On Wednesday, May 12, 2004, at 02:07 PM, John Carmack wrote:One comment :
"From what we've seen so far, most of them run from $200+, and they also are mostly designed for very low outlet pressures (<150psi). "
I would suggest that designing experimental rockets for 150 psi feed pressures is a good idea. Lots of industrial stuff is designed for 150 psi working pressure, and you can save a lot of money over going to higher pressure stuff. You only wind up with a 2:1 expansion ratio or so, but all the other rocket lessons are going to be the same, and if anything does pop, it will be a less violent pop...
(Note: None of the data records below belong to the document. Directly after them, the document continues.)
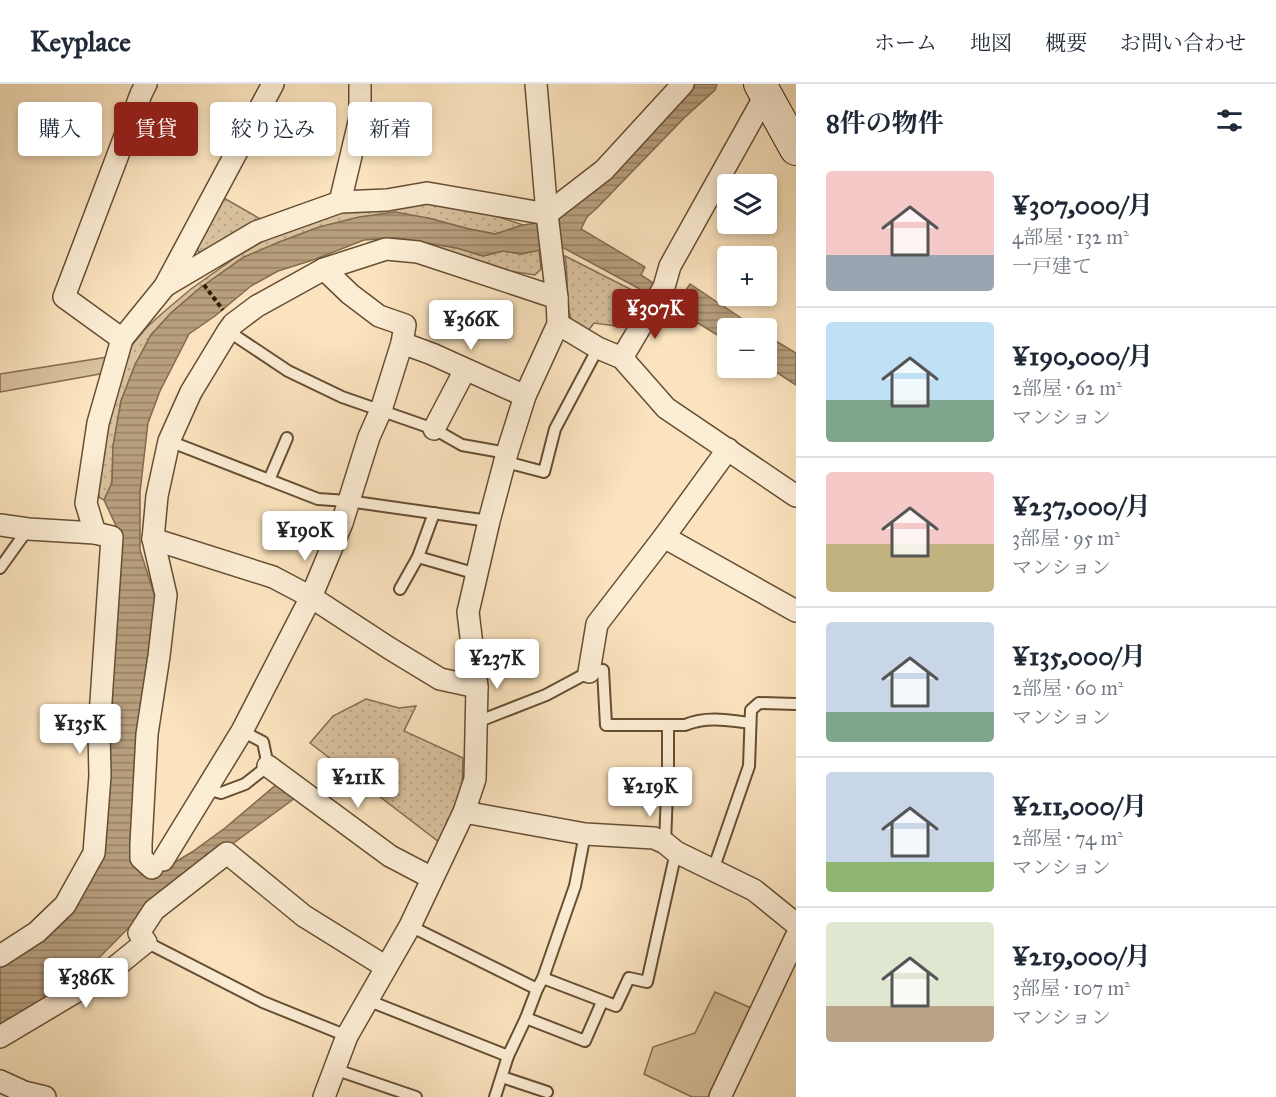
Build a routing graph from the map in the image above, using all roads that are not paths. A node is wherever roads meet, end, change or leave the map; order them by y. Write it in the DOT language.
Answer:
graph roads {
  1 [pos="146,84"];
  2 [pos="273,84"];
  3 [pos="360,84"];
  4 [pos="536,84"];
  5 [pos="683,84"];
  6 [pos="763,89"];
  7 [pos="796,149"];
  8 [pos="340,202"];
  9 [pos="547,214"];
  10 [pos="324,270"];
  11 [pos="165,286"];
  12 [pos="557,298"];
  13 [pos="558,324"];
  14 [pos="230,328"];
  15 [pos="122,339"];
  16 [pos="402,343"];
  17 [pos="598,348"];
  18 [pos="622,358"];
  19 [pos="465,370"];
  20 [pos="525,396"];
  21 [pos="381,410"];
  22 [pos="434,429"];
  23 [pos="287,438"];
  24 [pos="169,441"];
  25 [pos="728,449"];
  26 [pos="506,458"];
  27 [pos="270,480"];
  28 [pos="796,496"];
  29 [pos="348,501"];
  30 [pos="434,513"];
  31 [pos="489,521"];
  32 [pos="0,525"];
  33 [pos="28,529"];
  34 [pos="95,532"];
  35 [pos="664,537"];
  36 [pos="153,539"];
  37 [pos="418,557"];
  38 [pos="0,568"];
  39 [pos="477,574"];
  40 [pos="400,589"];
  41 [pos="311,597"];
  42 [pos="796,611"];
  43 [pos="590,672"];
  44 [pos="477,687"];
  45 [pos="796,704"];
  46 [pos="477,722"];
  47 [pos="750,723"];
  48 [pos="668,725"];
  49 [pos="242,731"];
  50 [pos="268,766"];
  51 [pos="206,789"];
  52 [pos="464,812"];
  53 [pos="585,834"];
  54 [pos="671,848"];
  55 [pos="713,870"];
  56 [pos="432,878"];
  57 [pos="796,924"];
  58 [pos="410,926"];
  59 [pos="796,937"];
  60 [pos="146,942"];
  61 [pos="0,956"];
  62 [pos="386,967"];
  63 [pos="543,978"];
  64 [pos="537,989"];
  65 [pos="367,1000"];
  66 [pos="602,1002"];
  67 [pos="526,1018"];
  68 [pos="347,1036"];
  69 [pos="0,1037"];
  70 [pos="508,1056"];
  71 [pos="334,1069"];
  72 [pos="502,1077"];
  73 [pos="0,1081"];
  74 [pos="547,1092"];
  75 [pos="30,1095"];
  76 [pos="324,1097"];
  77 [pos="416,1097"];
  78 [pos="495,1097"];
  79 [pos="720,1097"];
  1 -- 15 [label="street"];
  2 -- 11 [label="street"];
  3 -- 8 [label="street"];
  4 -- 9 [label="street"];
  5 -- 9 [label="street"];
  6 -- 7 [label="street"];
  6 -- 18 [label="street"];
  8 -- 9 [label="street"];
  8 -- 11 [label="street"];
  9 -- 12 [label="street"];
  10 -- 12 [label="street"];
  10 -- 14 [label="street"];
  10 -- 16 [label="street"];
  11 -- 15 [label="street"];
  12 -- 13 [label="street"];
  13 -- 17 [label="street"];
  13 -- 20 [label="street"];
  14 -- 21 [label="lane"];
  14 -- 24 [label="street"];
  15 -- 34 [label="street"];
  16 -- 19 [label="street"];
  16 -- 21 [label="street"];
  17 -- 18 [label="street"];
  17 -- 26 [label="lane"];
  18 -- 25 [label="street"];
  19 -- 20 [label="street"];
  19 -- 22 [label="street"];
  20 -- 26 [label="street"];
  21 -- 22 [label="lane"];
  21 -- 29 [label="street"];
  22 -- 26 [label="lane"];
  23 -- 27 [label="lane"];
  24 -- 27 [label="lane"];
  24 -- 36 [label="street"];
  25 -- 28 [label="street"];
  25 -- 35 [label="street"];
  26 -- 31 [label="street"];
  27 -- 29 [label="lane"];
  29 -- 30 [label="lane"];
  29 -- 41 [label="street"];
  30 -- 31 [label="lane"];
  30 -- 37 [label="lane"];
  31 -- 39 [label="street"];
  32 -- 33 [label="street"];
  33 -- 34 [label="street"];
  33 -- 38 [label="lane"];
  34 -- 61 [label="street"];
  35 -- 42 [label="street"];
  35 -- 43 [label="street"];
  36 -- 41 [label="street"];
  36 -- 51 [label="street"];
  37 -- 39 [label="lane"];
  37 -- 40 [label="lane"];
  39 -- 44 [label="street"];
  41 -- 44 [label="street"];
  41 -- 49 [label="street"];
  43 -- 46 [label="lane"];
  43 -- 48 [label="lane"];
  44 -- 46 [label="street"];
  45 -- 47 [label="lane"];
  46 -- 52 [label="street"];
  47 -- 48 [label="lane"];
  47 -- 55 [label="lane"];
  48 -- 54 [label="lane"];
  49 -- 50 [label="lane"];
  49 -- 51 [label="street"];
  50 -- 51 [label="lane"];
  50 -- 56 [label="street"];
  52 -- 53 [label="street"];
  52 -- 56 [label="street"];
  53 -- 54 [label="street"];
  53 -- 63 [label="lane"];
  54 -- 55 [label="street"];
  54 -- 66 [label="lane"];
  55 -- 57 [label="street"];
  56 -- 58 [label="street"];
  58 -- 62 [label="street"];
  58 -- 64 [label="lane"];
  59 -- 79 [label="street"];
  60 -- 62 [label="street"];
  60 -- 68 [label="lane"];
  60 -- 69 [label="street"];
  62 -- 65 [label="street"];
  63 -- 64 [label="lane"];
  63 -- 66 [label="lane"];
  64 -- 67 [label="lane"];
  65 -- 68 [label="street"];
  65 -- 70 [label="lane"];
  66 -- 67 [label="lane"];
  67 -- 70 [label="lane"];
  68 -- 71 [label="street"];
  70 -- 72 [label="lane"];
  71 -- 76 [label="street"];
  71 -- 77 [label="lane"];
  72 -- 74 [label="lane"];
  72 -- 78 [label="lane"];
  73 -- 75 [label="street"];
}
I'm increasingly coming around to this point of view. Do the absolute simplest thing, forget the chimera of 'performance'. If I was starting from scratch I'd spec nitrous oxide/Isopropanol, 150 psi feed pressure, and a mix ratio that keeps the temperature low enough to use radiatively cooled stainless chambers. Performance would suck, but it would be cheap and simple enough to actually get something done.
......Andrew
Well, you can't get nitrous down to 150 psi feed pressure unless you refrigerate it, so you might be stuck with high pressure there.
Getting the mix down to using a radiatively cooled stainless chamber would require an extremely rich mixture, and you probably wouldn't know if you had it right until you melted through a chamber. A big hunk of copper heat sink is probably a better idea.